### EXERCISE DIRECTIONS
The answer must be every line from the entries below that contains "dead".
(PROVIDED INFORMATION)
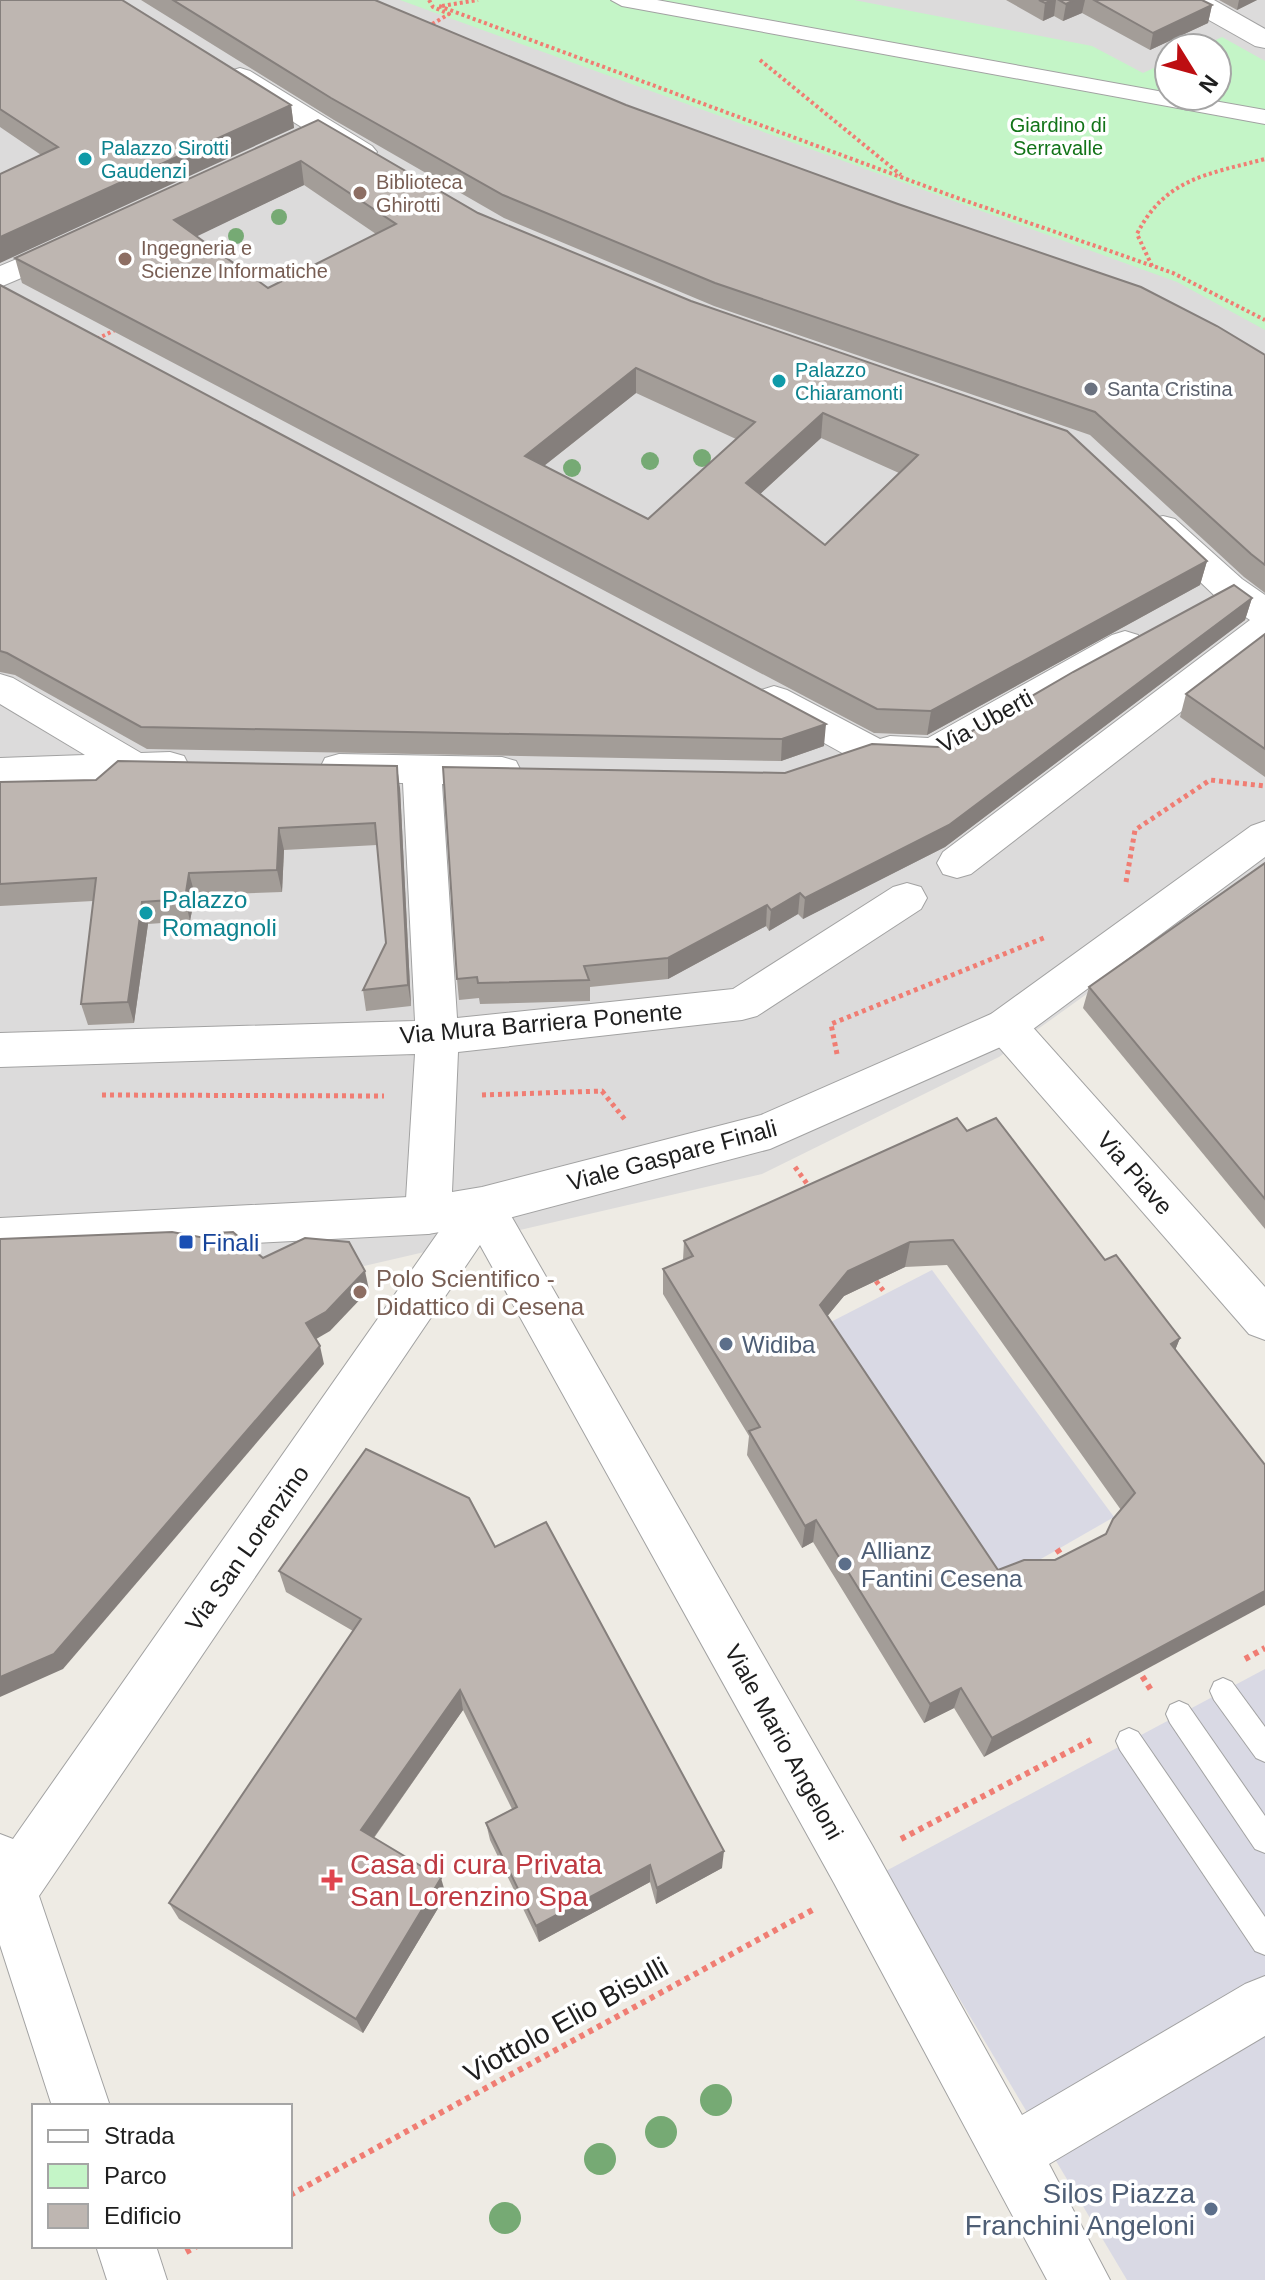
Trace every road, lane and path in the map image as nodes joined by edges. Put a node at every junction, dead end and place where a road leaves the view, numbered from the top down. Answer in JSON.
{"nodes":[{"id":1,"x":429,"y":0,"type":"edge"},
{"id":2,"x":478,"y":0,"type":"edge"},
{"id":3,"x":622,"y":0,"type":"edge"},
{"id":4,"x":1194,"y":0,"type":"edge"},
{"id":5,"x":439,"y":6,"type":"junction"},
{"id":6,"x":433,"y":7,"type":"junction"},
{"id":7,"x":703,"y":15,"type":"junction"},
{"id":8,"x":428,"y":26,"type":"edge"},
{"id":9,"x":1265,"y":40,"type":"edge"},
{"id":10,"x":219,"y":64,"type":"edge"},
{"id":11,"x":1265,"y":117,"type":"edge"},
{"id":12,"x":1265,"y":159,"type":"edge"},
{"id":13,"x":388,"y":167,"type":"edge"},
{"id":14,"x":907,"y":179,"type":"junction"},
{"id":15,"x":98,"y":233,"type":"edge"},
{"id":16,"x":1153,"y":266,"type":"junction"},
{"id":17,"x":0,"y":278,"type":"edge"},
{"id":18,"x":0,"y":288,"type":"edge"},
{"id":19,"x":1265,"y":320,"type":"edge"},
{"id":20,"x":112,"y":332,"type":"edge"},
{"id":21,"x":1141,"y":506,"type":"edge"},
{"id":22,"x":1265,"y":613,"type":"edge"},
{"id":23,"x":1161,"y":624,"type":"edge"},
{"id":24,"x":1265,"y":628,"type":"edge"},
{"id":25,"x":741,"y":682,"type":"edge"},
{"id":26,"x":0,"y":687,"type":"edge"},
{"id":27,"x":867,"y":749,"type":"junction"},
{"id":28,"x":825,"y":764,"type":"edge"},
{"id":29,"x":133,"y":766,"type":"junction"},
{"id":30,"x":209,"y":767,"type":"edge"},
{"id":31,"x":301,"y":768,"type":"edge"},
{"id":32,"x":422,"y":769,"type":"junction"},
{"id":33,"x":0,"y":772,"type":"edge"},
{"id":34,"x":532,"y":772,"type":"edge"},
{"id":35,"x":1265,"y":836,"type":"edge"},
{"id":36,"x":957,"y":863,"type":"dead end"},
{"id":37,"x":907,"y":898,"type":"dead end"},
{"id":38,"x":1006,"y":1026,"type":"junction"},
{"id":39,"x":437,"y":1037,"type":"junction"},
{"id":40,"x":0,"y":1050,"type":"edge"},
{"id":41,"x":770,"y":1131,"type":"junction"},
{"id":42,"x":814,"y":1193,"type":"edge"},
{"id":43,"x":482,"y":1206,"type":"junction"},
{"id":44,"x":428,"y":1215,"type":"junction"},
{"id":45,"x":0,"y":1237,"type":"edge"},
{"id":46,"x":876,"y":1281,"type":"edge"},
{"id":47,"x":885,"y":1293,"type":"edge"},
{"id":48,"x":1265,"y":1320,"type":"edge"},
{"id":49,"x":1057,"y":1549,"type":"dead end"},
{"id":50,"x":1071,"y":1569,"type":"edge"},
{"id":51,"x":1265,"y":1648,"type":"edge"},
{"id":52,"x":1239,"y":1662,"type":"dead end"},
{"id":53,"x":1135,"y":1666,"type":"edge"},
{"id":54,"x":1152,"y":1691,"type":"edge"},
{"id":55,"x":1223,"y":1691,"type":"dead end"},
{"id":56,"x":1179,"y":1714,"type":"dead end"},
{"id":57,"x":1117,"y":1737,"type":"joint"},
{"id":58,"x":1265,"y":1749,"type":"edge"},
{"id":59,"x":1265,"y":1839,"type":"edge"},
{"id":60,"x":858,"y":1873,"type":"junction"},
{"id":61,"x":6,"y":1875,"type":"edge"},
{"id":62,"x":1265,"y":1941,"type":"edge"},
{"id":63,"x":1265,"y":2004,"type":"edge"},
{"id":64,"x":80,"y":2104,"type":"edge"},
{"id":65,"x":1011,"y":2154,"type":"junction"},
{"id":66,"x":292,"y":2194,"type":"edge"},
{"id":67,"x":127,"y":2248,"type":"edge"},
{"id":68,"x":137,"y":2280,"type":"edge"},
{"id":69,"x":1080,"y":2280,"type":"edge"}],
"edges":[{"from":1,"to":6,"type":"path"},
{"from":2,"to":5,"type":"path"},
{"from":3,"to":7,"type":"street"},
{"from":4,"to":9,"type":"street"},
{"from":5,"to":6,"type":"path"},
{"from":5,"to":14,"type":"path"},
{"from":6,"to":8,"type":"path"},
{"from":7,"to":11,"type":"street"},
{"from":7,"to":14,"type":"path"},
{"from":10,"to":13,"type":"street"},
{"from":12,"to":16,"type":"path"},
{"from":14,"to":16,"type":"path"},
{"from":15,"to":17,"type":"street"},
{"from":16,"to":19,"type":"path"},
{"from":18,"to":20,"type":"street"},
{"from":21,"to":22,"type":"street"},
{"from":23,"to":27,"type":"street","name":"Via Uberti"},
{"from":24,"to":36,"type":"street"},
{"from":25,"to":27,"type":"street"},
{"from":26,"to":29,"type":"street"},
{"from":27,"to":28,"type":"street","name":"Via Uberti"},
{"from":29,"to":30,"type":"street"},
{"from":29,"to":33,"type":"street"},
{"from":31,"to":32,"type":"street"},
{"from":32,"to":34,"type":"street"},
{"from":32,"to":39,"type":"street"},
{"from":35,"to":38,"type":"street","name":"Viale Gaspare Finali"},
{"from":37,"to":39,"type":"street","name":"Via Mura Barriera Ponente"},
{"from":38,"to":41,"type":"street","name":"Viale Gaspare Finali"},
{"from":38,"to":48,"type":"street","name":"Via Piave"},
{"from":39,"to":40,"type":"street","name":"Via Mura Barriera Ponente"},
{"from":39,"to":44,"type":"street"},
{"from":41,"to":42,"type":"path"},
{"from":41,"to":43,"type":"street","name":"Viale Gaspare Finali"},
{"from":43,"to":44,"type":"street","name":"Viale Gaspare Finali"},
{"from":43,"to":60,"type":"street","name":"Viale Mario Angeloni"},
{"from":43,"to":61,"type":"street","name":"Via San Lorenzino"},
{"from":44,"to":45,"type":"street","name":"Viale Gaspare Finali"},
{"from":46,"to":47,"type":"path"},
{"from":49,"to":50,"type":"path"},
{"from":51,"to":52,"type":"path"},
{"from":53,"to":54,"type":"path"},
{"from":55,"to":58,"type":"lane"},
{"from":56,"to":59,"type":"lane"},
{"from":57,"to":60,"type":"path","name":"Viottolo Elio Bisulli"},
{"from":57,"to":62,"type":"lane"},
{"from":60,"to":65,"type":"street","name":"Viale Mario Angeloni"},
{"from":60,"to":66,"type":"path","name":"Viottolo Elio Bisulli"},
{"from":61,"to":64,"type":"street"},
{"from":63,"to":65,"type":"street"},
{"from":65,"to":69,"type":"street","name":"Viale Mario Angeloni"},
{"from":67,"to":68,"type":"street"}]}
(End PROVIDED INFORMATION)
### RESPONSE BOX
Trace every road, lane and path in the map image as nodes joined by edges. Put a node at every junction, dead end and place where a road leaves the view, numbered from the top down. Answer in JSON.
{"id":36,"x":957,"y":863,"type":"dead end"},
{"id":37,"x":907,"y":898,"type":"dead end"},
{"id":49,"x":1057,"y":1549,"type":"dead end"},
{"id":52,"x":1239,"y":1662,"type":"dead end"},
{"id":55,"x":1223,"y":1691,"type":"dead end"},
{"id":56,"x":1179,"y":1714,"type":"dead end"},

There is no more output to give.